▶ Records from a collection:
☆ ☆ ☆ ☆
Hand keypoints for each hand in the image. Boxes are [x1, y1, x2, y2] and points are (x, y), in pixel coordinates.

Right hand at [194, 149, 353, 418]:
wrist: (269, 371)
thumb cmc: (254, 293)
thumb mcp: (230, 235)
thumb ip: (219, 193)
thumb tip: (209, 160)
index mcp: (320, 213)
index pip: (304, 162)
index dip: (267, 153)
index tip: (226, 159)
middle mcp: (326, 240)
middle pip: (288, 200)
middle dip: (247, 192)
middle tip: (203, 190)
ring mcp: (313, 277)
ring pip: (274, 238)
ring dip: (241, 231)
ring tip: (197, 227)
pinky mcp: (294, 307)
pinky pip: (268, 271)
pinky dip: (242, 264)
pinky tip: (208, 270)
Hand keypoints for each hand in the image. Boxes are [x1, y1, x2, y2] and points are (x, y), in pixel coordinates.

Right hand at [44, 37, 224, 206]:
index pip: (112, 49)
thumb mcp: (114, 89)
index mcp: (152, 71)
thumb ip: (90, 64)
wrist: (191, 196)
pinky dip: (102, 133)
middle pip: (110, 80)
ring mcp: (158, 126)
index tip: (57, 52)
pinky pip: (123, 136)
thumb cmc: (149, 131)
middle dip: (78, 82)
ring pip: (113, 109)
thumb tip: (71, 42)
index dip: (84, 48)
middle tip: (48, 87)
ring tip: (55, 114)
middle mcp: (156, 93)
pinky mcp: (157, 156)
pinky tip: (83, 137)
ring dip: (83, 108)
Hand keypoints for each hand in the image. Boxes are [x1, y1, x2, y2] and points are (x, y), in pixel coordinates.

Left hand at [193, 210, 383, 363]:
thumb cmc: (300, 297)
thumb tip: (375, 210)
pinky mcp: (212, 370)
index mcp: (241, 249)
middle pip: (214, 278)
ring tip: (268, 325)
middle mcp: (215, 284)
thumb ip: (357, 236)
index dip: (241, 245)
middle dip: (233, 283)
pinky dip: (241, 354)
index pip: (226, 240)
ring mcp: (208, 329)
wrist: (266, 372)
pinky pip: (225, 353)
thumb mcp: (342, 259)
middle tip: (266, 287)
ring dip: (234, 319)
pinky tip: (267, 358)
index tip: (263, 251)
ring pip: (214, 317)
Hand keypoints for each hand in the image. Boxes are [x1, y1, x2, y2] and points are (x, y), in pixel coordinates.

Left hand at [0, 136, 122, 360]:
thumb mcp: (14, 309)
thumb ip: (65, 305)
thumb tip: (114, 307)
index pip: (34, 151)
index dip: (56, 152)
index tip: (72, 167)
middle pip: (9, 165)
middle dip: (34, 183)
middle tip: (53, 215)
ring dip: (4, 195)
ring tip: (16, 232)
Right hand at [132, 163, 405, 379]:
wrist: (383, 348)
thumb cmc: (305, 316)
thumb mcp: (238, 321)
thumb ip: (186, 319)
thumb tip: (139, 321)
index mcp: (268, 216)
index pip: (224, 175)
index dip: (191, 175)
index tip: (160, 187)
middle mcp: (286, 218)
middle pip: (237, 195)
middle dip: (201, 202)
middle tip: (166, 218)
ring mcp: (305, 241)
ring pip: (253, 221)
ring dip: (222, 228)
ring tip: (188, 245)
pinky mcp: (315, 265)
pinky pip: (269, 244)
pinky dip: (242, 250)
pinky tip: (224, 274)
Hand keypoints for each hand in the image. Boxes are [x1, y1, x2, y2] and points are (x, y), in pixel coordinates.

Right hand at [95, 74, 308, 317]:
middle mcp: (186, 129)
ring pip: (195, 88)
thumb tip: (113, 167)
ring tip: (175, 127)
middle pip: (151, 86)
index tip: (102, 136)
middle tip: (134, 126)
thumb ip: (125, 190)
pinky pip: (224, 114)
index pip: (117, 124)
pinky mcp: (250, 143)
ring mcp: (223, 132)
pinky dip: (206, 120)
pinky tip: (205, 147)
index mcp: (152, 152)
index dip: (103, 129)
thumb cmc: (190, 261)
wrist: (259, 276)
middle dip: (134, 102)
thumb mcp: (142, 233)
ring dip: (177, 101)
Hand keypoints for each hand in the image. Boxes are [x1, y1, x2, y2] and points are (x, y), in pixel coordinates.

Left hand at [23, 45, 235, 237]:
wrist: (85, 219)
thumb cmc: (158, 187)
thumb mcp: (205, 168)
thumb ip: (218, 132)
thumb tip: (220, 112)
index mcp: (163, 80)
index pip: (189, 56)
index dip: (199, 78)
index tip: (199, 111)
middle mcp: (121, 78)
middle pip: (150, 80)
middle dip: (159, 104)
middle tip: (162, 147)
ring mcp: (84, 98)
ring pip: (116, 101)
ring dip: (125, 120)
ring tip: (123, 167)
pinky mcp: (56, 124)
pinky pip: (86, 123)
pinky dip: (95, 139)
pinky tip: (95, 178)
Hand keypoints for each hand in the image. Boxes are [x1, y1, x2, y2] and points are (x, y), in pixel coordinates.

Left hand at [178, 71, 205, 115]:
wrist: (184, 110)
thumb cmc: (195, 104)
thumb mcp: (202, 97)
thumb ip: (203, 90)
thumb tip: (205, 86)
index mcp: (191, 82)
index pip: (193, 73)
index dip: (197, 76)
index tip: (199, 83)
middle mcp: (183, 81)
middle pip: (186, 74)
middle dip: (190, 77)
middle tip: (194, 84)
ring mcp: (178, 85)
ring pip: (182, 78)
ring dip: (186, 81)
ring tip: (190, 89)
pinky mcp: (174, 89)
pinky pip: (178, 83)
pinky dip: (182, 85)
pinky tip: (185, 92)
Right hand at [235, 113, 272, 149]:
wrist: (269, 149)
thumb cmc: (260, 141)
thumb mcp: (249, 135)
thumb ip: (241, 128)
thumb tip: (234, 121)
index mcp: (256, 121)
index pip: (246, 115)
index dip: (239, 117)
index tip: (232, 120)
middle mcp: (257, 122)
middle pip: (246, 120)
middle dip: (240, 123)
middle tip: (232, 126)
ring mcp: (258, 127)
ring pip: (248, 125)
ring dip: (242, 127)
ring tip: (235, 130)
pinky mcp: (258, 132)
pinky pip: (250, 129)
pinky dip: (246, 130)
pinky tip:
☆ ☆ ☆ ☆
▶ Prompt: The required answer is the exact run of lines above starting at the line with "index pip: (226, 240)" and ending at the line with "ring pip: (214, 317)", with both ends present.

▶ Result below:
index pip: (226, 240)
ring mcp: (208, 329)
wrist: (266, 372)
pinky pip: (225, 353)
thumb mcp: (342, 259)
middle tip: (266, 287)
ring dip: (234, 319)
pinky tip: (267, 358)
index tip: (263, 251)
ring pip: (214, 317)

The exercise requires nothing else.